So they’re welcome to have bicycles banned.

As long as they’re willing to ban their own cars, trucks and SUVs while they’re at it.

Meanwhile, Cycling in the South Bay’s Seth Davidson notes that it’s surely just a coincidence that days after the cyclists’ victory at the committee meeting, a PVE police officer lurked on a side street waiting for a popular group ride to blow a stop sign. Then drove his squad car directly into the middle of the riders to stop them — needlessly risking their safety when he could have just as easily pulled them over with a red light and siren.

Maybe someone should tell him civilians can be charged with assault with a deadly weapon for doing the virtually the same thing (see road raging Ramona driver, below).

Davidson urges everyone who can make it to attend this evening’s Palos Verdes Estates city council meeting to show your support for bike safety and the improved signage.

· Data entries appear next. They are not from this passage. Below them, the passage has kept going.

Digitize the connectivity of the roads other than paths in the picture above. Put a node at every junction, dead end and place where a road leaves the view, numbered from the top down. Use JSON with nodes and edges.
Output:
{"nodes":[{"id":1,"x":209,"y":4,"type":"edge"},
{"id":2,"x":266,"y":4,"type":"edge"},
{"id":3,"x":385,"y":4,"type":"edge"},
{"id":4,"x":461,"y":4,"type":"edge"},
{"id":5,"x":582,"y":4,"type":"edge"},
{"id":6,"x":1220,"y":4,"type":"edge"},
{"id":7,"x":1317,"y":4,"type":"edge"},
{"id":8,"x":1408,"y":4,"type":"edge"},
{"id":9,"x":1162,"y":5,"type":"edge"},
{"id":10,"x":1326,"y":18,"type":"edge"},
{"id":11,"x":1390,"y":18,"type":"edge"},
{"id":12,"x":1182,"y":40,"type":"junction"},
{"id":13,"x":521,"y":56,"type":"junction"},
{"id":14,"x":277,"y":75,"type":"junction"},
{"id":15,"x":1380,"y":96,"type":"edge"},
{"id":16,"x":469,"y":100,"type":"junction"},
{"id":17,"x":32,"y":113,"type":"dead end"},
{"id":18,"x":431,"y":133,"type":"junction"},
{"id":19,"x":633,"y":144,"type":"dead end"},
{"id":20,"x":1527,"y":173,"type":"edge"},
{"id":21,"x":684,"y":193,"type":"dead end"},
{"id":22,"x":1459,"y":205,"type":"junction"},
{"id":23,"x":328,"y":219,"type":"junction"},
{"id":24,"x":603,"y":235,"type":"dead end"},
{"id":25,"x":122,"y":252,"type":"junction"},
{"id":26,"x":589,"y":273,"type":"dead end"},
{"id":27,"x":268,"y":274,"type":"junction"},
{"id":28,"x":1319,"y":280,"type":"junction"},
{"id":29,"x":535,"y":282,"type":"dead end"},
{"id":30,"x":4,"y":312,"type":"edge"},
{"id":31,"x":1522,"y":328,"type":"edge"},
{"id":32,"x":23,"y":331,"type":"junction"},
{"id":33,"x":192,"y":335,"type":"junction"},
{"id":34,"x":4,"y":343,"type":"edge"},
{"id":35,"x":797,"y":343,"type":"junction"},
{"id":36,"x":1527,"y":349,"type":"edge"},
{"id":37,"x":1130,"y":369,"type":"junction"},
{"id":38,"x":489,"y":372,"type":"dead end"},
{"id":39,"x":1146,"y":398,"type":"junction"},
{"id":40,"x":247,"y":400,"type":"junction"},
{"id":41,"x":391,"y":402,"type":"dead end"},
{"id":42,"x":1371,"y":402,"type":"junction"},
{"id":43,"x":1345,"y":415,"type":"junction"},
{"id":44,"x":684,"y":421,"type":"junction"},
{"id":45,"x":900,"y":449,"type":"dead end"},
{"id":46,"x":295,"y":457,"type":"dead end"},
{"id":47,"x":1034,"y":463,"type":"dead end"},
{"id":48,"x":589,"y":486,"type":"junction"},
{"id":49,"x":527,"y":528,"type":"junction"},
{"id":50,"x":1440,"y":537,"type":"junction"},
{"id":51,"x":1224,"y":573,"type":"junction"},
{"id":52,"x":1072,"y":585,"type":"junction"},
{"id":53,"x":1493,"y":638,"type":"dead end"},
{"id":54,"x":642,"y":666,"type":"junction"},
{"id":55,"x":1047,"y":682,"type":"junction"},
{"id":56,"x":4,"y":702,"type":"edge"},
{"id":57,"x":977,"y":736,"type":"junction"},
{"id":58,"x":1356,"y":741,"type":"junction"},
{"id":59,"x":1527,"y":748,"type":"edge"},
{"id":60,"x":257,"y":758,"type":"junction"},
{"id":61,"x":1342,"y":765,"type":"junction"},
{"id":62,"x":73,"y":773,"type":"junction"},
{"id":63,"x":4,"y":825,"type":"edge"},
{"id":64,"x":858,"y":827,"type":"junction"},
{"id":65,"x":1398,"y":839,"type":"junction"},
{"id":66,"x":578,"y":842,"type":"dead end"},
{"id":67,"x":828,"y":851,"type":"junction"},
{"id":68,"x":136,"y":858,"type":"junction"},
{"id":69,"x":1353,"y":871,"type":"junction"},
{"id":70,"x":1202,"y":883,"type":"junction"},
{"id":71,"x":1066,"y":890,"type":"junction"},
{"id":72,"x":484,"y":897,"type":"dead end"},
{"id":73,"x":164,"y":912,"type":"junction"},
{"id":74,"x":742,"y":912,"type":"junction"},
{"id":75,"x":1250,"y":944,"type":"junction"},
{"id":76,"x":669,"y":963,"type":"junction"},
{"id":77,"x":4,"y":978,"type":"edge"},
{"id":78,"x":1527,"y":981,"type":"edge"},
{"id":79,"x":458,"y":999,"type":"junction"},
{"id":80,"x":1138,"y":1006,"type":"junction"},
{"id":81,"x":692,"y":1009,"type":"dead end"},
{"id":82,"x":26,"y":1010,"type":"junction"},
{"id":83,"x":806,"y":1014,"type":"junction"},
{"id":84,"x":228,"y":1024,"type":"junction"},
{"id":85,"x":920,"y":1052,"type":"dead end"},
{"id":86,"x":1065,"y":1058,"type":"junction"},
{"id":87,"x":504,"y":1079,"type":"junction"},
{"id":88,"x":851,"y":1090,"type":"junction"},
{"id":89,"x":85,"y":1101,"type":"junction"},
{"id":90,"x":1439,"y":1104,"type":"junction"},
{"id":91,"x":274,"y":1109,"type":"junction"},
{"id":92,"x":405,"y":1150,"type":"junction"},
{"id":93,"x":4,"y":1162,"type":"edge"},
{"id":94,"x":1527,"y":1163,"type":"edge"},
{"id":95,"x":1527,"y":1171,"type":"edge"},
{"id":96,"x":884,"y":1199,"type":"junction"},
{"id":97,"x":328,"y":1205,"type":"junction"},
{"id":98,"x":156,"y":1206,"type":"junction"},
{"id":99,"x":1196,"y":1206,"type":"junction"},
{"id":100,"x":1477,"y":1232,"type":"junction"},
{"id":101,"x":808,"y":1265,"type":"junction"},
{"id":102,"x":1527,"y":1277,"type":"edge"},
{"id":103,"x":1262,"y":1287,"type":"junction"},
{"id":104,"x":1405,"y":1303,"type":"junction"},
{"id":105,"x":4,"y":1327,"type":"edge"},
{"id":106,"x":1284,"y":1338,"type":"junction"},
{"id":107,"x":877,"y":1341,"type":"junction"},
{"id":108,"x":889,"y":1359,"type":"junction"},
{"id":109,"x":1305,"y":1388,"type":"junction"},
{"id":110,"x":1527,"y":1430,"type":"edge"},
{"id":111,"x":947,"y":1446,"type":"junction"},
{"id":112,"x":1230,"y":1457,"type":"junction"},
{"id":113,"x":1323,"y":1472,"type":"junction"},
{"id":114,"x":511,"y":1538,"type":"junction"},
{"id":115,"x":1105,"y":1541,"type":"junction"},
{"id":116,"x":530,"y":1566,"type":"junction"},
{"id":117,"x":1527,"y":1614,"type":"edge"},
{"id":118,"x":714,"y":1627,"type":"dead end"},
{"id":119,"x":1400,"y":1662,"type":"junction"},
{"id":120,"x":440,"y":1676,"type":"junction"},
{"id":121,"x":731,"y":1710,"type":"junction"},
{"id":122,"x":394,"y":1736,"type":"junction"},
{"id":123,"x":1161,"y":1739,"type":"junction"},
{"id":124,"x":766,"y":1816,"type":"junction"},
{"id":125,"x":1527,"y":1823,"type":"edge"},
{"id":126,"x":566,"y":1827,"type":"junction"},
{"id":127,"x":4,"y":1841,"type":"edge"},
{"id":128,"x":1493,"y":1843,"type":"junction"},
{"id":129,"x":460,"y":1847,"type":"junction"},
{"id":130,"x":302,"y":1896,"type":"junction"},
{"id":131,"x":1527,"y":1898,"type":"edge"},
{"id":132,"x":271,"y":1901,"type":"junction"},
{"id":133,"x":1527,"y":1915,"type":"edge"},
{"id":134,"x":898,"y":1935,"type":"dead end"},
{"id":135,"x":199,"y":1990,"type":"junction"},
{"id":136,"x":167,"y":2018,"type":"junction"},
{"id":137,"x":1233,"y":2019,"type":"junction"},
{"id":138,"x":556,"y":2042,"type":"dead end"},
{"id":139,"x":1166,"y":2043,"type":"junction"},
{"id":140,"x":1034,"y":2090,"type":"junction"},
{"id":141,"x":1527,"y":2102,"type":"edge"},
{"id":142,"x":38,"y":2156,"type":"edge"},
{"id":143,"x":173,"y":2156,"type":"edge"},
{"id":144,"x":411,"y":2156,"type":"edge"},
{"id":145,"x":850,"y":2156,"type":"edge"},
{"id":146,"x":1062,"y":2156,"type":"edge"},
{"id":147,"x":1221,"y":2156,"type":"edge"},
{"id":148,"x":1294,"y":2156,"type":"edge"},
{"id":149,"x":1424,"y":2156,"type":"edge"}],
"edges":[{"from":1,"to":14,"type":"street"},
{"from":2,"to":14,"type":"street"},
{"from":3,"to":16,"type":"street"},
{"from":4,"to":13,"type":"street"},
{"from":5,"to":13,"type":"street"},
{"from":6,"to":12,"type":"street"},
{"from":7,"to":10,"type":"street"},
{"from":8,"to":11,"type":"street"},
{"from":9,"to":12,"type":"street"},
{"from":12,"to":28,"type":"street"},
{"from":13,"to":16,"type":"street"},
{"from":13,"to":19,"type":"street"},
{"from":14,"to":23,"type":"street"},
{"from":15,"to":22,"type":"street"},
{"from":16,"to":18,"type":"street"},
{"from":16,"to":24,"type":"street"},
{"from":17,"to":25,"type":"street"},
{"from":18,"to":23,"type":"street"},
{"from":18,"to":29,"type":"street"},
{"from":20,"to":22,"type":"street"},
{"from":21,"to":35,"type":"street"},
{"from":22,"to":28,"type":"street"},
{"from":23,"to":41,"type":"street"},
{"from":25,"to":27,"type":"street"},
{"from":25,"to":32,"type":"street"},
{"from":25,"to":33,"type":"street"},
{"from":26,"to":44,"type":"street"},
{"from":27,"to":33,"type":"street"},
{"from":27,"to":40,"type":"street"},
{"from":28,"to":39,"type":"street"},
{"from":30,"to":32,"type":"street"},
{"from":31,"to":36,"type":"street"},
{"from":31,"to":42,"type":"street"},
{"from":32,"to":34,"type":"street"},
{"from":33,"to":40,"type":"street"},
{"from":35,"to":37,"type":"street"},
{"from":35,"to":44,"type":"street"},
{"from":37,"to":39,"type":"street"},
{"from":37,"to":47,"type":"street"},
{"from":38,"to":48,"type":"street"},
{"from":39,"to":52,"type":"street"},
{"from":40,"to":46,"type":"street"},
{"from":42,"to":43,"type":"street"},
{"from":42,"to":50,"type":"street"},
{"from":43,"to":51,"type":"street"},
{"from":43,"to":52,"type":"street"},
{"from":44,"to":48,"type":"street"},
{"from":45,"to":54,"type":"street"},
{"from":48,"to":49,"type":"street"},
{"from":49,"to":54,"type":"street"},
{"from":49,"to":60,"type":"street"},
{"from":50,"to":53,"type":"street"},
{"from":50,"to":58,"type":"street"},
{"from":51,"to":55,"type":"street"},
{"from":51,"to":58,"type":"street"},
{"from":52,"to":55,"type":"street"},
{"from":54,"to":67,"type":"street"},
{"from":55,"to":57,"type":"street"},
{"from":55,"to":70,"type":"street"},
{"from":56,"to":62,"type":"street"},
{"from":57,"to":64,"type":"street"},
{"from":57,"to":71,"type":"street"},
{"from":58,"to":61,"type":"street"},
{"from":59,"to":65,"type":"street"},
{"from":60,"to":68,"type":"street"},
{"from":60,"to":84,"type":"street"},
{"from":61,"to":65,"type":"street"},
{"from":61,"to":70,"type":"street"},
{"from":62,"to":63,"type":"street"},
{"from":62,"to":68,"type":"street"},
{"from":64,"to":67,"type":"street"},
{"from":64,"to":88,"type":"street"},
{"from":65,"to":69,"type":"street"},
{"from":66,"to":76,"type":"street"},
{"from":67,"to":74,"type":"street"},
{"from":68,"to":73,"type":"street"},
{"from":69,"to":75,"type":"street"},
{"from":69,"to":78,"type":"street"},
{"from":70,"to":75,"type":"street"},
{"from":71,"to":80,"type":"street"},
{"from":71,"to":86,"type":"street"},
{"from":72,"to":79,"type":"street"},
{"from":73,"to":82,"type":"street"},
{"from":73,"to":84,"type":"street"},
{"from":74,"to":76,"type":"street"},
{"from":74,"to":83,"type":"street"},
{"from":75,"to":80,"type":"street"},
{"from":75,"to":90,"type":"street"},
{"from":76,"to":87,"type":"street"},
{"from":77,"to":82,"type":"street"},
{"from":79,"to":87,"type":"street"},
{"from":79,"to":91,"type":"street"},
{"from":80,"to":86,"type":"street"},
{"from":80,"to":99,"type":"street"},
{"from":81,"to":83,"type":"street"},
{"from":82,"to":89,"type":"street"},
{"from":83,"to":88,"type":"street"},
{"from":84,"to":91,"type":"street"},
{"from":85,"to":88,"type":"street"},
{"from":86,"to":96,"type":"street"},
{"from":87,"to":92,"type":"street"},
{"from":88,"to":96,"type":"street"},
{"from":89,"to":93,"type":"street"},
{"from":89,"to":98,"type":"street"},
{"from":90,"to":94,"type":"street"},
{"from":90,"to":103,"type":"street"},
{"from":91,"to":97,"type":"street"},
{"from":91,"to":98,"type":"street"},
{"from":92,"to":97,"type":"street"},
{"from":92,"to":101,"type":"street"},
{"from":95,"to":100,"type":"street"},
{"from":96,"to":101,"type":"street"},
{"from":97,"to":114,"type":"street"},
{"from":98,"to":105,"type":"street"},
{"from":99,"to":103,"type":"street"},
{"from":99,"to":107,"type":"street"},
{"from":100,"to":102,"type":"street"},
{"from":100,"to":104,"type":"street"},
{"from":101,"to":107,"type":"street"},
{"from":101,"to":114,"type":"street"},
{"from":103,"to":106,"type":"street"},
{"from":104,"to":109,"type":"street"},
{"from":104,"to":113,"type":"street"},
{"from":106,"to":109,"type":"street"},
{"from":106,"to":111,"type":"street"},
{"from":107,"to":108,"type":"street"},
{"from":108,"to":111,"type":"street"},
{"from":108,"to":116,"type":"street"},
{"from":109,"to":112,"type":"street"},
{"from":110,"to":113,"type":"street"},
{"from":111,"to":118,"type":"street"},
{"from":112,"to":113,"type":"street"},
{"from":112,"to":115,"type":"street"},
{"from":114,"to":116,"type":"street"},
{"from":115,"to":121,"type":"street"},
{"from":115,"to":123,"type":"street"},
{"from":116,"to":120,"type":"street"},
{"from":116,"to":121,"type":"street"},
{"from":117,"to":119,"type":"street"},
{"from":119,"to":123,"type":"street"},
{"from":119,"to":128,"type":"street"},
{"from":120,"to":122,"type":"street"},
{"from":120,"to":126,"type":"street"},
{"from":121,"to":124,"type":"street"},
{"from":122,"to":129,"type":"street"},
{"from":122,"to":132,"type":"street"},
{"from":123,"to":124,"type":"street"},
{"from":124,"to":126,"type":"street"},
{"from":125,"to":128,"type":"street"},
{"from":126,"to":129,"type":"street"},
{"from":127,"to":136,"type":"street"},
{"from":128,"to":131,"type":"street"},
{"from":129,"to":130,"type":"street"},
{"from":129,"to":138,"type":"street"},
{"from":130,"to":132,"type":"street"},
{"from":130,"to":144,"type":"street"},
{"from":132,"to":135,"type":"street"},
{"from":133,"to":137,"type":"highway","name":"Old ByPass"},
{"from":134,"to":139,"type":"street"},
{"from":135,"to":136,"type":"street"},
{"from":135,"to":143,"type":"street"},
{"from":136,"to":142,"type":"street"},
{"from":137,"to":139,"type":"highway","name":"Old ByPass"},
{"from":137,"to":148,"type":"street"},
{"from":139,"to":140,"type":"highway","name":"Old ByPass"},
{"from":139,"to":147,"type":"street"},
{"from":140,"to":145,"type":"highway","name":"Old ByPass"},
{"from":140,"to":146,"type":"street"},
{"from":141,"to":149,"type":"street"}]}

Because the anti-bike forces have already made it known they will come out in farce.

Excuse me, force.


A Harvard landscape architecture professor takes the LA Time’s Christopher Hawthorne up on his challenge to envision a new use for the currently useless mile-long spur of the 5 Freeway that ends in Silver Lake and Echo Park.

The plan would include features to clean the air and replenish groundwater, while providing parks, elevated bike paths and pedestrian walkways.

New Zealand took a similar approach in converting an unused offramp into an award-winning, Pepto Bismol pink bikeway.


This is who we share the roads with.

A Ramona SUV driver faces charges of felony assault with a deadly weapon, and misdemeanor battery and vandalism for a bizarre confrontation filmed by a professional photographer.

Even though they were doing a photo shoot on quiet, pubic road in San Diego’s sparsely populated East County, the man claimed they were on a private road and blocking his non-existent driveway, and repeatedly tried to run them over.

He ordered them to leave in an expletive-filled tirade, culminating in the driver knocking the photographer’s phone out of his hand to stop him from filming the confrontation.

When the photographer demanded $200 for his broken phone, the man dropped his pants and said “Suck the $200 out of my d**k.”

Real classy.

Thanks to Erik Griswold for the heads-up.


Not only does the US have the highest rate of traffic fatalities compared to other high-income countries — whether measured per capita or by vehicle ownership — it has also shown the slowest rate of improvement over the last 13 years, as much of the world has gotten significantly safer.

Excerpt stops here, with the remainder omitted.